Information with respect to pricing, the number of units, dates and summary
information regarding the characteristics of securities to be deposited in this
Series is not available as of this date and will be different because each
series has a unique portfolio. Accordingly, the information contained herein
with regard to the previous series should be considered as being included for
informational purposes only. Ratings of the securities in this Series are
expected to be comparable to those of the securities deposited in the previous
series.

     The registration statement relating to the units of this Series is not
complete, may be changed and is not yet effective. Information contained herein
is subject to completion or amendment. The units of this Series may neither be
sold nor may an offer to buy such units be accepted prior to the time the
registration statement becomes effective. This prospectus shall neither
constitute an offer to sell nor be considered a solicitation of an offer to buy
the units. There shall be no sale of the units in any state in which such offer,
solicitation or sale would be unlawful prior to registration or qualification
under the securities laws of any such state.

     For purposes of the Technology Trust incorporated herein by reference are
portions of the final prospectus for Guggenheim Defined Portfolios, Series 1949
(Registration No. 333-233511) as filed on October 25, 2019, which shall be used
as the preliminary prospectus for such Technology Trust.

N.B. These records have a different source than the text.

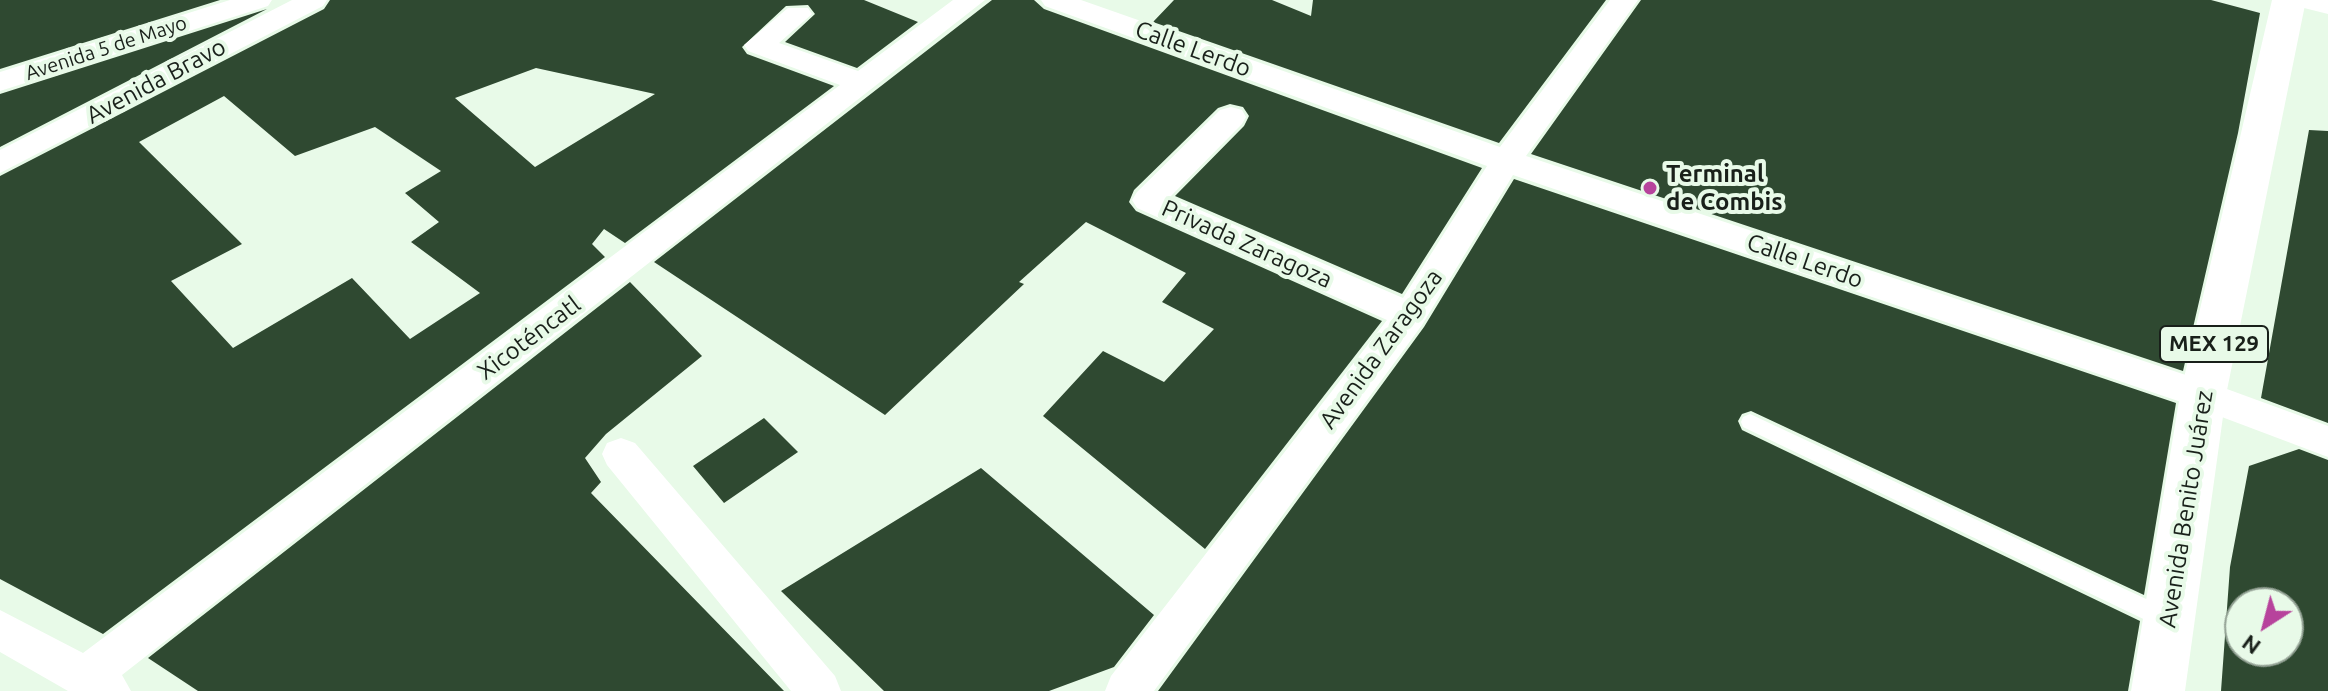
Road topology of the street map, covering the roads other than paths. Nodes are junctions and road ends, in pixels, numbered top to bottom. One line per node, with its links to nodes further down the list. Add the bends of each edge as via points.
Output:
1 (258, 0): 10 (street, Avenida 5 de Mayo)
2 (313, 0): 14 (street, Avenida Bravo)
3 (971, 0): 11 (street, Xicoténcatl)
4 (1055, 0): 13 (street, Calle Lerdo)
5 (1624, 0): 13 (street, Avenida Zaragoza)
6 (2289, 0): 16 (main road, Avenida Benito Juárez / MEX 129)
7 (2306, 0): 8 (street)
8 (2328, 6)
9 (798, 14): 11 (street, via 758,45)
10 (0, 82)
11 (862, 83): 22 (street, Xicoténcatl)
12 (1231, 117): 15 (street, Privada Zaragoza, via 1148,200)
13 (1506, 161): 15 (street, Avenida Zaragoza); 16 (street, Calle Lerdo)
14 (0, 163)
15 (1410, 316): 24 (street, Avenida Zaragoza)
16 (2203, 395): 18 (street, Calle Lerdo); 20 (main road, Avenida Benito Juárez / MEX 129)
17 (1750, 422): 20 (lane)
18 (2328, 442)
19 (621, 454): 23 (street)
20 (2169, 620): 25 (main road, Avenida Benito Juárez / MEX 129)
21 (0, 629): 22 (street)
22 (98, 684)
23 (819, 691)
24 (1127, 691)
25 (2158, 691)

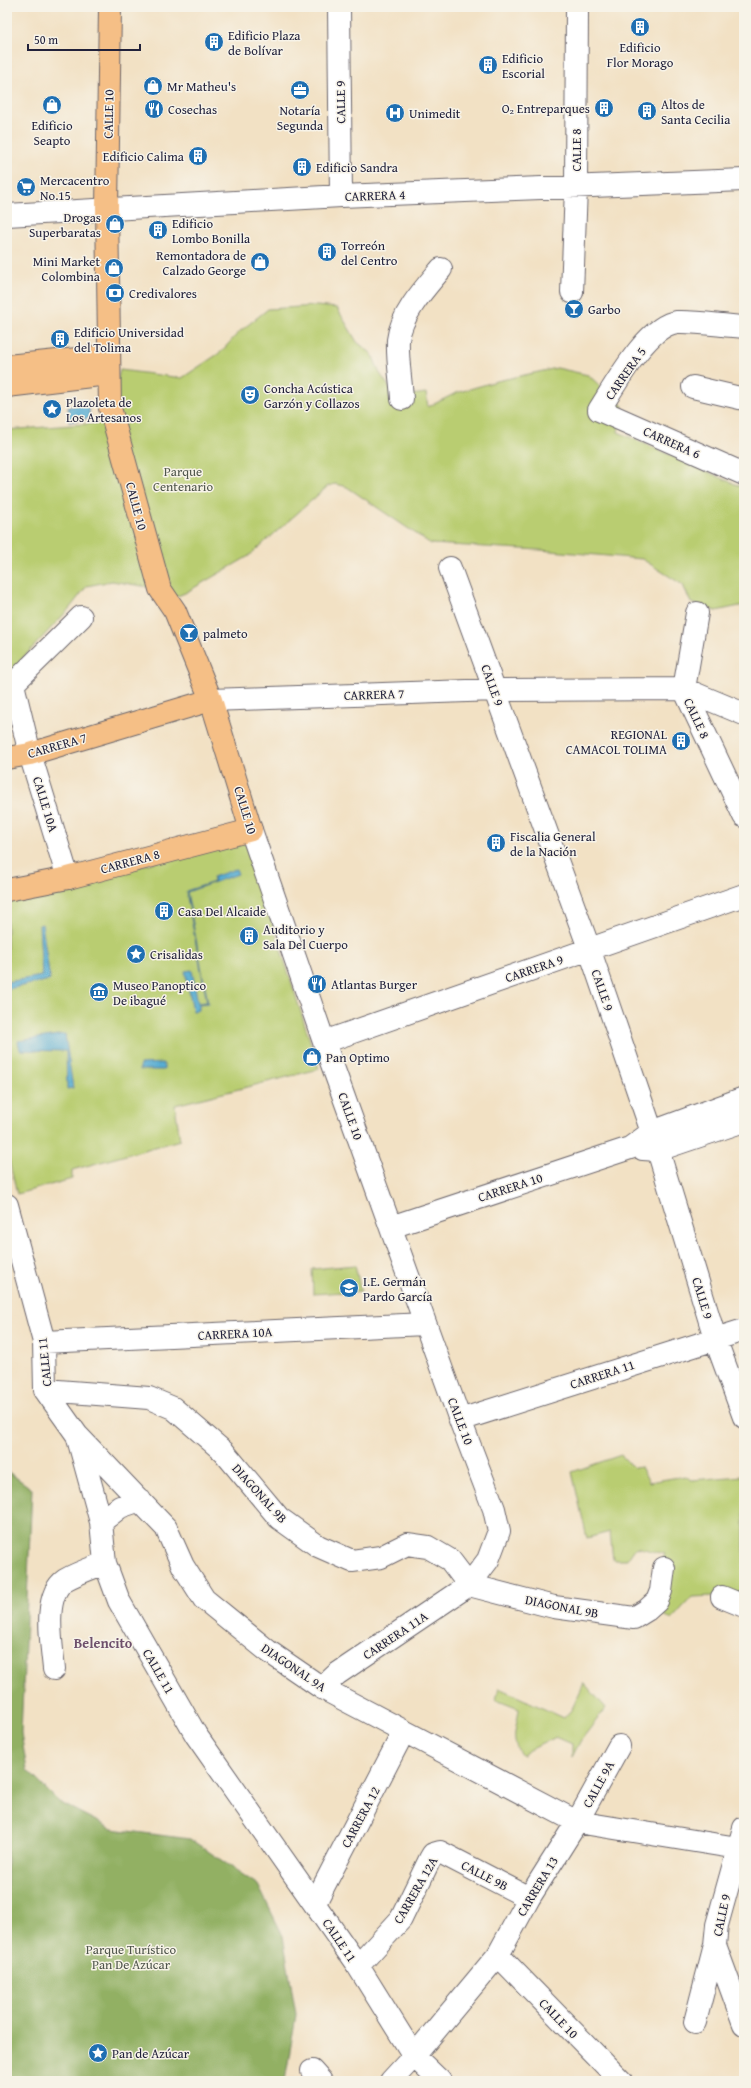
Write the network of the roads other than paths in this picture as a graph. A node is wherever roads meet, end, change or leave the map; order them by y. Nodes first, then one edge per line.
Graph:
1 (110, 7) edge
2 (339, 7) edge
3 (577, 7) edge
4 (744, 180) edge
5 (576, 188) junction
6 (341, 196) junction
7 (107, 208) junction
8 (7, 215) edge
9 (441, 269) dead end
10 (572, 292) dead end
11 (744, 327) edge
12 (108, 365) junction
13 (7, 366) edge
14 (7, 386) edge
15 (693, 387) dead end
16 (744, 399) edge
17 (402, 400) dead end
18 (599, 410) joint
19 (744, 474) edge
20 (450, 568) dead end
21 (697, 613) dead end
22 (81, 617) dead end
23 (10, 685) edge
24 (684, 689) junction
25 (495, 690) junction
26 (211, 700) junction
27 (744, 714) edge
28 (30, 754) junction
29 (7, 758) edge
30 (744, 816) edge
31 (252, 830) junction
32 (68, 878) junction
33 (7, 890) edge
34 (744, 895) edge
35 (589, 948) junction
36 (324, 1042) junction
37 (744, 1098) edge
38 (744, 1121) edge
39 (655, 1141) junction
40 (7, 1205) edge
41 (390, 1227) junction
42 (425, 1324) junction
43 (744, 1330) edge
44 (715, 1338) junction
45 (44, 1342) junction
46 (45, 1390) junction
47 (744, 1417) edge
48 (460, 1420) junction
49 (77, 1435) junction
50 (140, 1500) junction
51 (101, 1522) junction
52 (105, 1563) junction
53 (664, 1568) dead end
54 (469, 1585) junction
55 (722, 1597) dead end
56 (744, 1606) edge
57 (54, 1668) dead end
58 (322, 1688) junction
59 (404, 1731) junction
60 (619, 1746) dead end
61 (577, 1822) junction
62 (742, 1842) edge
63 (440, 1852) joint
64 (529, 1898) junction
65 (315, 1903) junction
66 (715, 1945) junction
67 (498, 1955) junction
68 (358, 1966) junction
69 (695, 2022) dead end
70 (744, 2024) edge
71 (414, 2056) junction
72 (391, 2081) edge
73 (440, 2081) edge
74 (621, 2081) edge

1 - 7 main road, CALLE 10
2 - 6 street, CALLE 9
3 - 5 street, CALLE 8
4 - 5 street, CARRERA 4
5 - 6 street, CARRERA 4
5 - 10 street, CALLE 8
6 - 7 street, CARRERA 4
7 - 8 street, CARRERA 4
7 - 12 main road, CALLE 10
9 - 17 street
11 - 18 street, CARRERA 5
12 - 13 main road
12 - 14 main road
12 - 26 main road, CALLE 10
15 - 16 street
18 - 19 street, CARRERA 6
20 - 25 street, CALLE 9
21 - 24 street, CALLE 8
22 - 23 street
23 - 28 street, CALLE 10A
24 - 25 street, CARRERA 7
24 - 27 street, CARRERA 7
24 - 30 street, CALLE 8
25 - 26 street, CARRERA 7
25 - 35 street, CALLE 9
26 - 28 main road, CARRERA 7
26 - 31 main road, CALLE 10
28 - 29 main road, CARRERA 7
28 - 32 street, CALLE 10A
31 - 32 main road, CARRERA 8
31 - 36 street, CALLE 10
32 - 33 main road, CARRERA 8
34 - 35 street, CARRERA 9
35 - 36 street, CARRERA 9
35 - 39 street, CALLE 9
36 - 41 street, CALLE 10
37 - 39 street, CARRERA 10
38 - 39 street, CARRERA 10
39 - 41 street, CARRERA 10
39 - 44 street, CALLE 9
40 - 45 street, CALLE 11
41 - 42 street, CALLE 10
42 - 45 street, CARRERA 10A
42 - 48 street, CALLE 10
43 - 44 street, CARRERA 11
44 - 47 street, CALLE 9
44 - 48 street, CARRERA 11
45 - 46 street, CALLE 11
46 - 49 street, CALLE 11
46 - 54 street, DIAGONAL 9B
48 - 54 street, CALLE 10
49 - 50 street, DIAGONAL 9A
49 - 51 street, CALLE 11
50 - 51 street
50 - 58 street, DIAGONAL 9A
51 - 52 street, CALLE 11
52 - 57 street
52 - 65 street, CALLE 11
53 - 54 street, DIAGONAL 9B
54 - 58 street, CARRERA 11A
55 - 56 street
58 - 59 street, DIAGONAL 9A
59 - 61 street, DIAGONAL 9A
59 - 65 street, CARRERA 12
60 - 61 street, CALLE 9A
61 - 62 street
61 - 64 street, CARRERA 13
62 - 66 street, CALLE 9
63 - 64 street, CALLE 9B
63 - 68 street, CARRERA 12A
64 - 67 street, CARRERA 13
65 - 68 street, CALLE 11
66 - 69 street
66 - 70 street, CALLE 9
67 - 71 street, CARRERA 13
67 - 74 street, CALLE 10
68 - 71 street, CALLE 11
71 - 72 street, CARRERA 13
71 - 73 street, CALLE 11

For purposes of the US
SMID High Dividend Trust and US High Dividend Strategy Trust incorporated herein
by reference are portions of the final prospectus for Guggenheim Defined
Portfolios, Series 1977 (Registration No. 333-235266) as filed on January 21,
2020, which shall be used as the preliminary prospectus for such US SMID High
Dividend Trust and US High Dividend Strategy Trust.

                          UNDERTAKING TO FILE REPORTS

     Subject to the terms and conditions of Section 15(d) of the Securities
Exchange Act of 1934, the undersigned registrant hereby undertakes to file with
the Securities and Exchange Commission such supplementary and periodic
information, documents, and reports as may be prescribed by any rule or
regulation of the Commission heretofore or hereafter duly adopted pursuant to
authority conferred in that section.

                       CONTENTS OF REGISTRATION STATEMENT

     A.   Bonding Arrangements of Depositor:

     The Depositor has obtained the following Securities Dealer Blanket Bond for
its officers, directors and employees:

                   INSURER/POLICY NO.                                  AMOUNT

              National Union Fire Insurance
           Company of Pittsburgh, Pennsylvania
                         5692790                                     $4,000,000

     This Registration Statement comprises the following papers and documents.

                 The Facing Sheet
                 The Prospectus
                 The Signatures
                 Consents of Counsel
                 Exhibits

     The following exhibits:

     1.1  Reference Trust Agreement (to be supplied by amendment).

   1.1.1  Standard Terms and Conditions of Trust (Reference is made to Exhibit
          1.1.1 to Amendment No. 2 to the Registration Statement on Form S-6 for
          Claymore Securities Defined Portfolios, Series 116 (File No.
          333-72828) filed on December 18, 2001).

     2.1  Code of Ethics (Reference is made to Exhibit 2.1 to the Registration
          Statement on Form S-6 for Claymore Securities Deferred Portfolios,
          Series 213 (File No. 333-122184) filed on February 9, 2005).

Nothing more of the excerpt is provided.